_TASK TO COMPLETE_
The records sit below. Return every line in them that holds the word "further".
BEGIN EXERCISE DATA
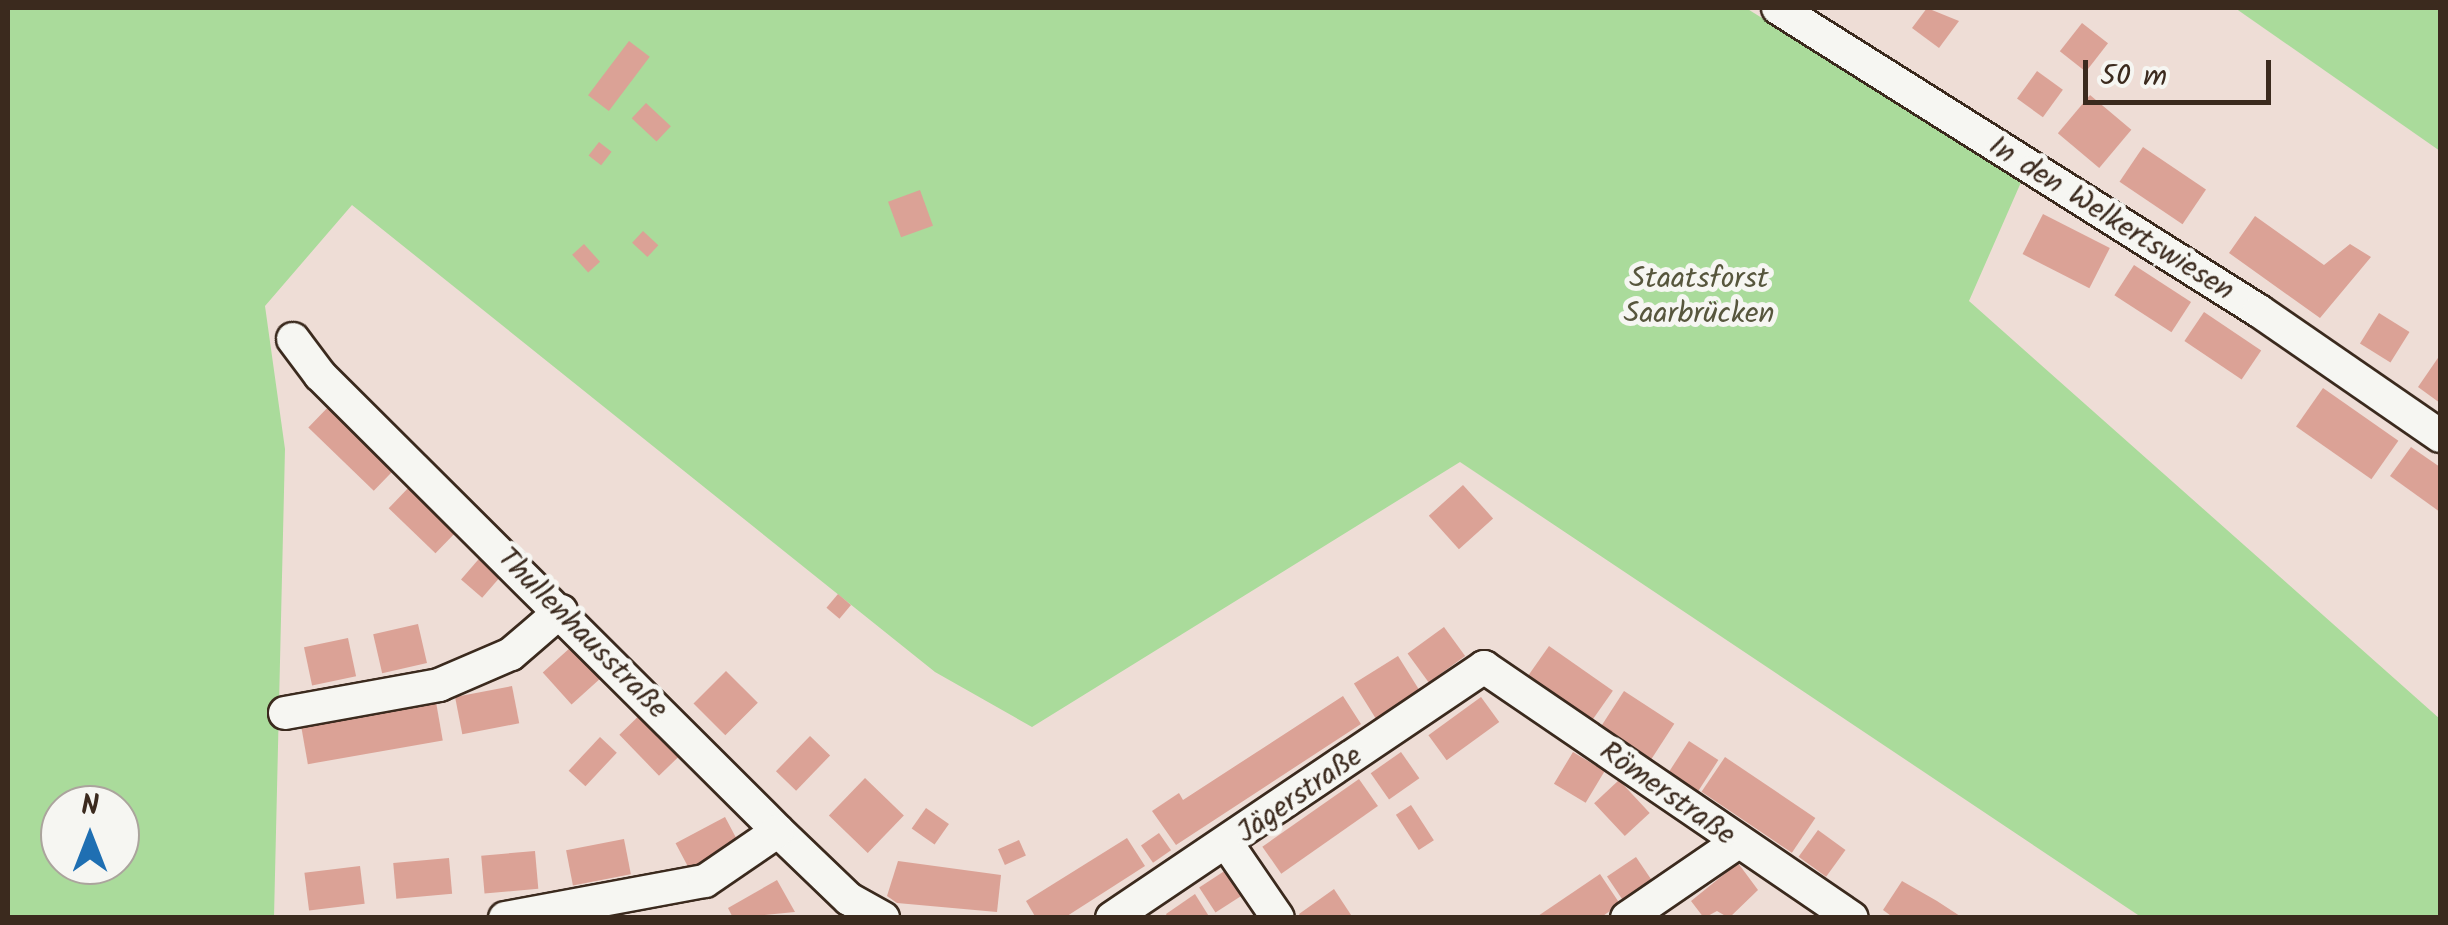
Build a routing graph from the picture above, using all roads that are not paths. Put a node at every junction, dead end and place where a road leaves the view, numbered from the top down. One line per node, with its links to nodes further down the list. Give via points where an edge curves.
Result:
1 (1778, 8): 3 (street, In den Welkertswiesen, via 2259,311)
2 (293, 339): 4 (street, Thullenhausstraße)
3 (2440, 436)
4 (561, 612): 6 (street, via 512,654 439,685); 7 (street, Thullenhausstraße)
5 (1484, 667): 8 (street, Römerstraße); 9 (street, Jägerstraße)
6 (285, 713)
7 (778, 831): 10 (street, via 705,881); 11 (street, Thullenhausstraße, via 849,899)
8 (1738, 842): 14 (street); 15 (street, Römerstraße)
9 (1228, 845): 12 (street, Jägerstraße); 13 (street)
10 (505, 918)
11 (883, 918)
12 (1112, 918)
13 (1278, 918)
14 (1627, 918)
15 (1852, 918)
END EXERCISE DATA
BEGIN EXERCISE DATA
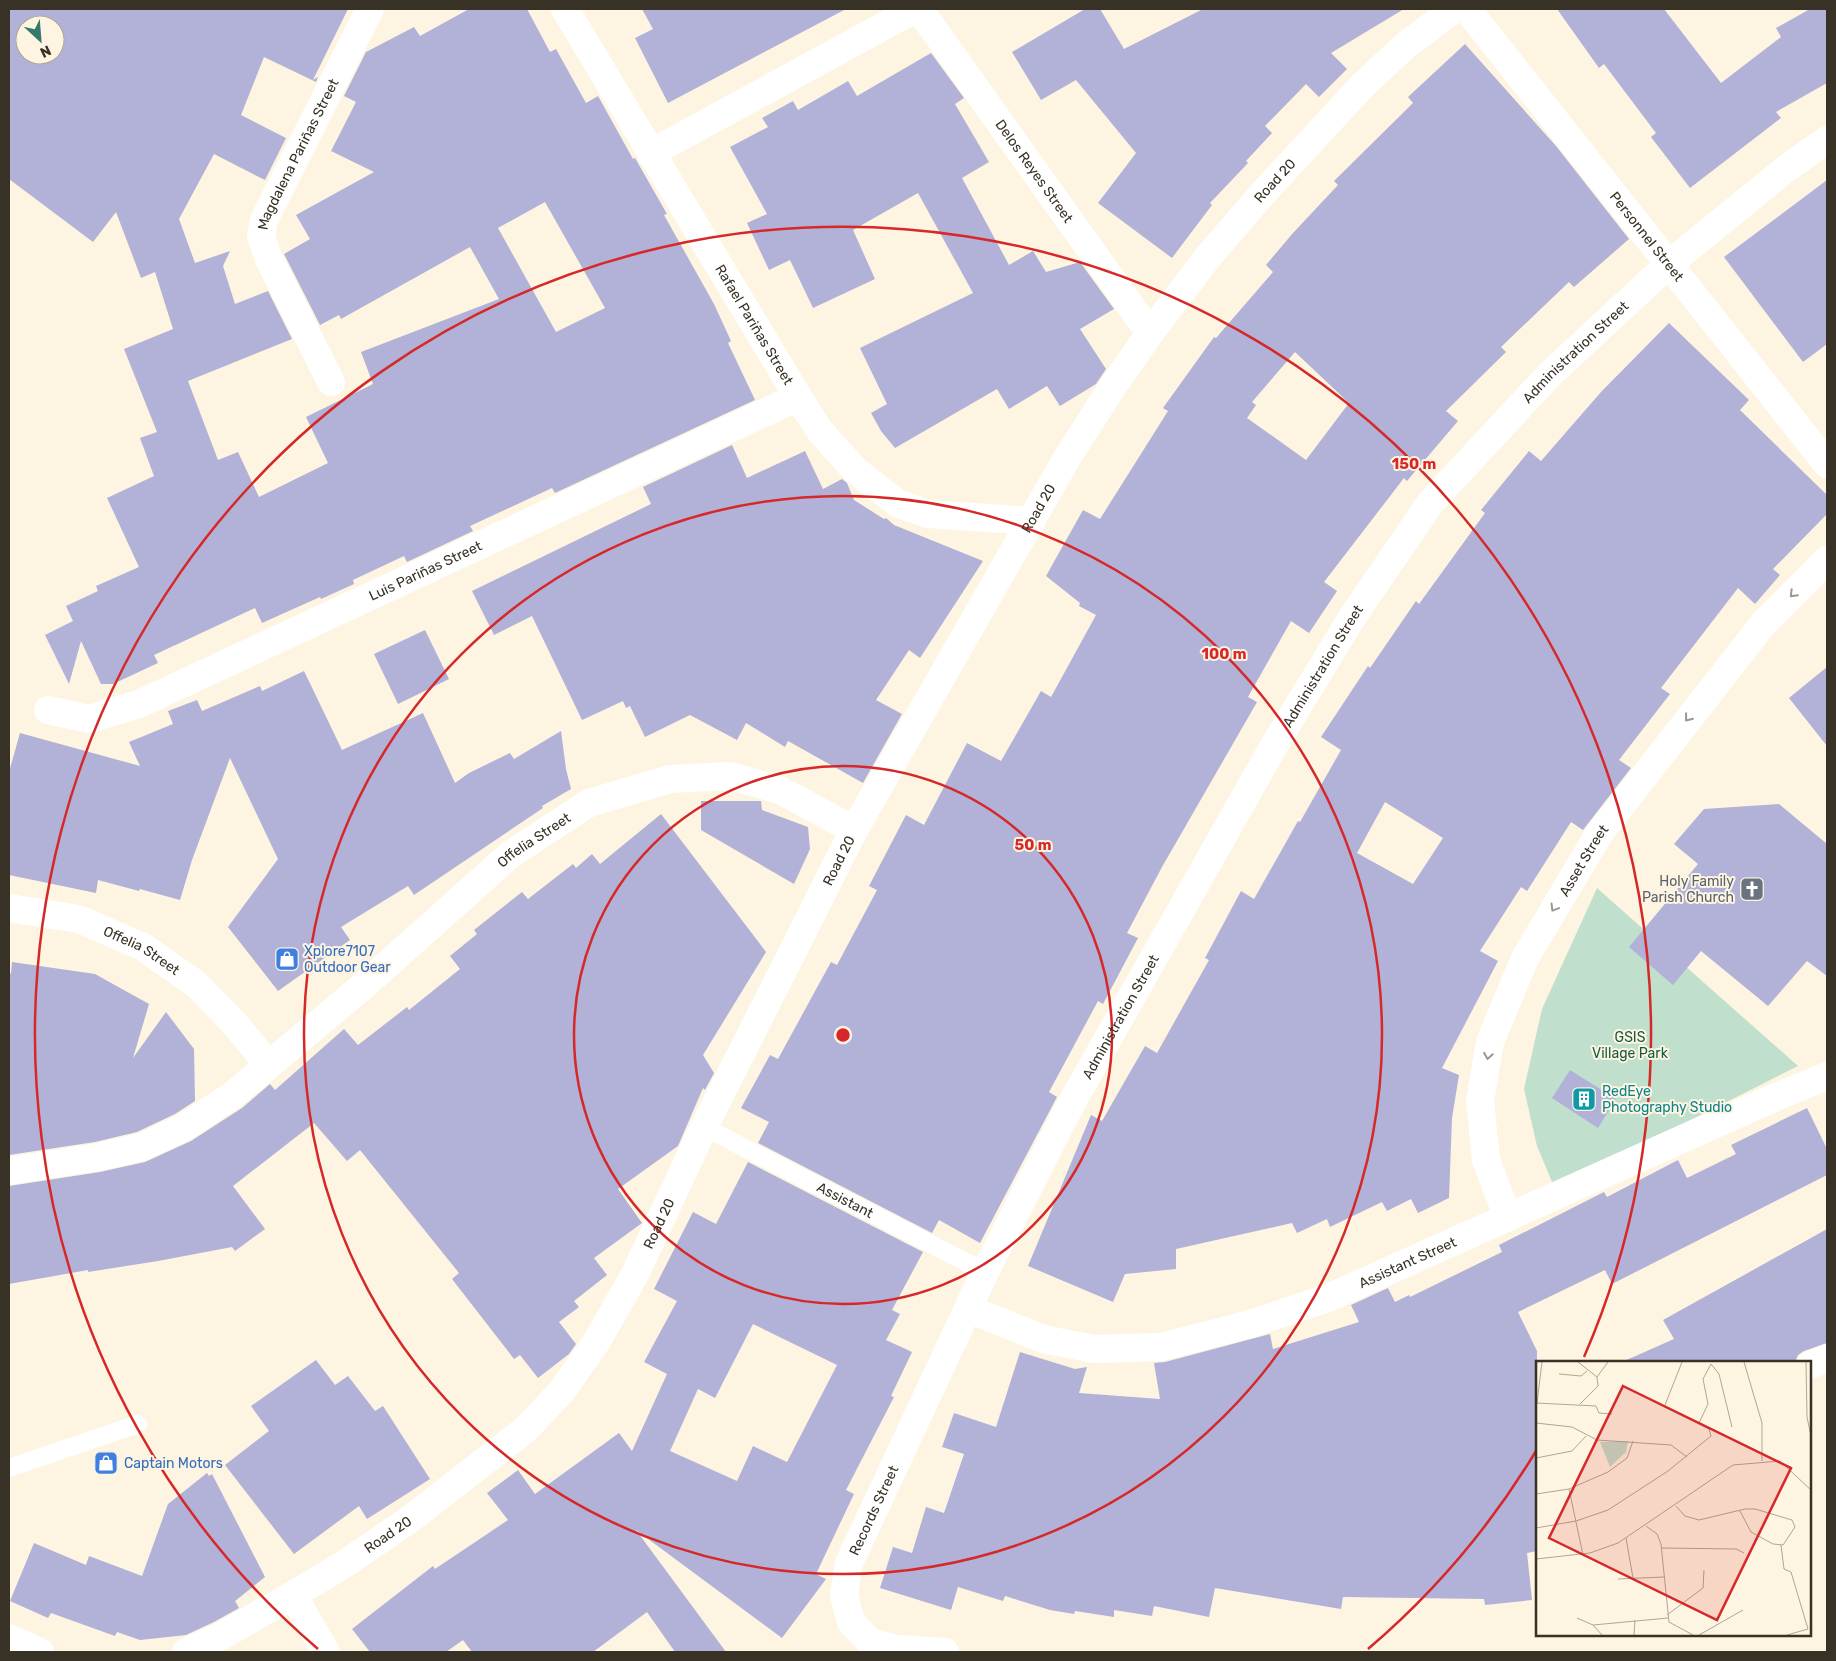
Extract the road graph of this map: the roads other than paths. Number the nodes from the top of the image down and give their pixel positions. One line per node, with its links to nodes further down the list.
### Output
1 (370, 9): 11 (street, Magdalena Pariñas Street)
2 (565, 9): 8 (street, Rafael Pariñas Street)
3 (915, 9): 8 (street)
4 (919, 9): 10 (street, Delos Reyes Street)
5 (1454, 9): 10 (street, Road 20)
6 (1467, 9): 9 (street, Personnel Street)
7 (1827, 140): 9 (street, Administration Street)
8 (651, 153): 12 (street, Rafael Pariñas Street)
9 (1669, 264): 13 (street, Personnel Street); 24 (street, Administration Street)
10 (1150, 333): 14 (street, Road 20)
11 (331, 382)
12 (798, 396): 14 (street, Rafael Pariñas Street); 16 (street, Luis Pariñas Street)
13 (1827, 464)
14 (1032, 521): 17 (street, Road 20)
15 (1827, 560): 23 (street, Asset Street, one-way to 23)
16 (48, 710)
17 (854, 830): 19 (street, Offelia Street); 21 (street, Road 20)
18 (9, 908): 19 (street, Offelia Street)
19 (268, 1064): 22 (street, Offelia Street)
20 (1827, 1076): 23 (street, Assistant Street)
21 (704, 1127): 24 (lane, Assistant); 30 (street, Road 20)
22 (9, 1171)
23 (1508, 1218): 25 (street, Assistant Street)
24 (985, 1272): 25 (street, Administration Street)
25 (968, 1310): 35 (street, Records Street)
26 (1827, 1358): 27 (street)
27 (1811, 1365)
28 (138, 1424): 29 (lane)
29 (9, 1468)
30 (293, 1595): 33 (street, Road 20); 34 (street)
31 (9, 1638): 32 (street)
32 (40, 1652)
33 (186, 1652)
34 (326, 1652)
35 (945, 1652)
END EXERCISE DATA
_ANSWER AREA_
Build a routing graph from the picture above, using all roads that are not paths. Put a node at every junction, dead end and place where a road leaves the view, numbered from the top down. One line per node, with its links to nodes further down the list. Give via points where an edge curves.
Extract the road graph of this map: the roads other than paths. Number the nodes from the top of the image down and give their pixel positions. One line per node, with its links to nodes further down the list.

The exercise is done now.